In my lab studies, I would compare the effect of a worse case variable against the target value for that variable, to see of there is any difference in my desired critical quality attribute (a clean surface, as measured by visual examination and/or by swabbing and analyzing TOC). I might take a look at the each of those three variables independently, or I might just do one study where each variable is a “worse case”. In the study, I would compare the result from my “worse case” run against the “target case” run. If the cleanliness of the coupon were the same, I would tentatively conclude that my target range of values for my critical parameters was adequate to clean the new product. I might confirm this in a pilot study (perhaps on a clinical batch) before concluding that the existing cleaning process was adequate to cover the “design space” for the new product.

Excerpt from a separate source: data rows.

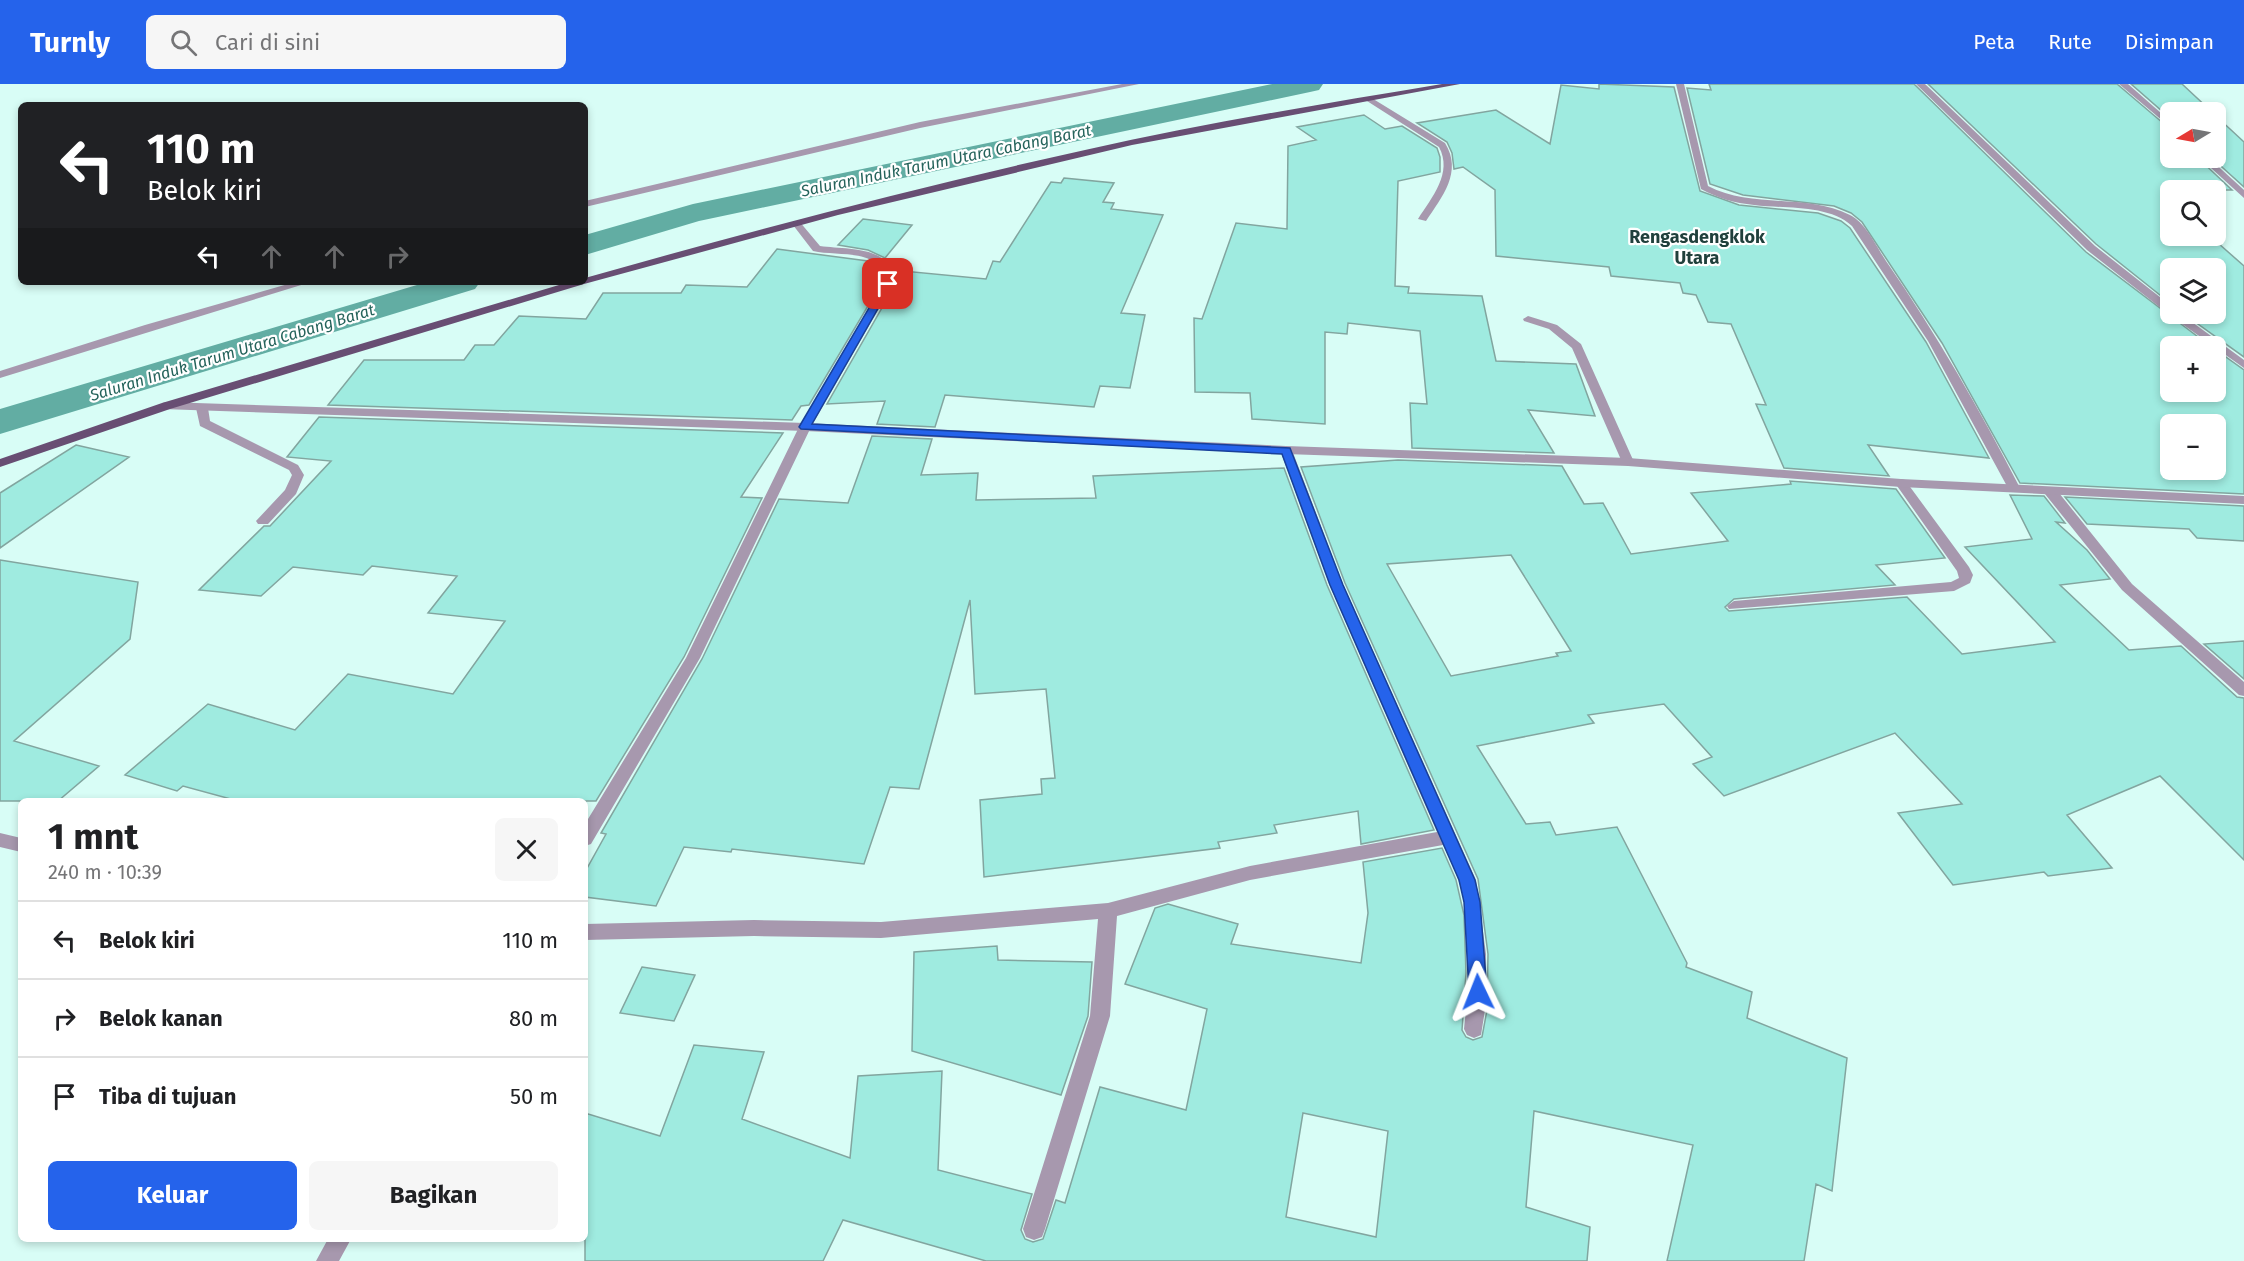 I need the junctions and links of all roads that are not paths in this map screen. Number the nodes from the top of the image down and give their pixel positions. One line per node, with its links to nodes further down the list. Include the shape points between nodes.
1 (1135, 84): 10 (street, via 920,125)
2 (1456, 84): 6 (main road)
3 (1680, 84): 28 (street, via 1704,187 1721,195 1818,210 1852,221 1915,308 1966,394)
4 (1920, 84): 16 (street, via 2091,248)
5 (2123, 84): 7 (street)
6 (1370, 99): 11 (street, via 1442,145 1448,153 1451,169); 12 (main road, via 1086,152)
7 (2160, 116)
8 (2215, 168): 9 (street)
9 (2244, 195)
10 (588, 203)
11 (1423, 219)
12 (796, 223): 13 (main road); 23 (street, via 815,248 878,258 887,265 890,277)
13 (588, 280)
14 (570, 285): 21 (main road)
15 (282, 286): 20 (street)
16 (2160, 302)
17 (1528, 319): 26 (street, via 1553,327 1577,346)
18 (2189, 324): 19 (street)
19 (2244, 365)
20 (0, 375)
21 (166, 406): 22 (street); 25 (main road)
22 (202, 408): 23 (street); 31 (street, via 204,423 294,468 298,475 291,491)
23 (805, 427): 24 (street); 34 (street, via 693,658)
24 (1286, 450): 26 (street); 35 (street, via 1336,585)
25 (0, 462)
26 (1628, 462): 27 (street)
27 (1901, 483): 28 (street); 32 (street, via 1964,570 1962,583)
28 (2014, 488): 29 (street)
29 (2050, 491): 30 (street); 33 (street, via 2127,587)
30 (2244, 500)
31 (262, 521)
32 (1734, 606)
33 (2244, 691)
34 (588, 834)
35 (1447, 837): 38 (street, via 1250,873); 40 (street, via 1460,861 1472,902 1478,992)
36 (0, 840): 37 (street)
37 (18, 844)
38 (1108, 911): 39 (street, via 881,930); 41 (street, via 1100,1016)
39 (588, 932)
40 (1474, 1029)
41 (1035, 1229)
42 (338, 1242): 43 (street)
43 (327, 1261)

What if I performed a study with my worse-case parameters and determined that the target values cleaned adequately, but with the worse case values for those parameters, the cleaning was not effective? In that case, I might conclude that my existing cleaning process is not robust enough to deal with my new product. Of course, this stresses the importance of how one selects those worst case values. Some of you might be wondering whether this is exactly what is done for product grouping, where I might perform lab studies to determine the worst case product. And the answer is a partial “Yes”. In lab studies for grouping purposes, I generally try to stress the cleaning process to determine which product is most difficult to clean. A common way this is done is to stress only one parameter (typically time of the washing step) to determine which product takes the longest time to clean (with the temperature and cleaning agent concentration the same). What is different in a grouping study is that I stress the time with each product until I get a “failure”. By contrast, in the “design space” study described above, I don’t have to stress the parameters on the new product to the point of failure. Now clearly if you have two objectives in your lab study (design space acceptability and grouping determination), then you will either conduct two separate studies, or else design the one study to accomplish both ends.
The purpose of the Cleaning Memo is not to lock anyone into only one mode of addressing design space for cleaning processes. Rather the objective is to make clear that design space studies for cleaning processes, where one cleaning process is to be used for a variety of manufactured products, may be different from the design space for product manufacturing processes.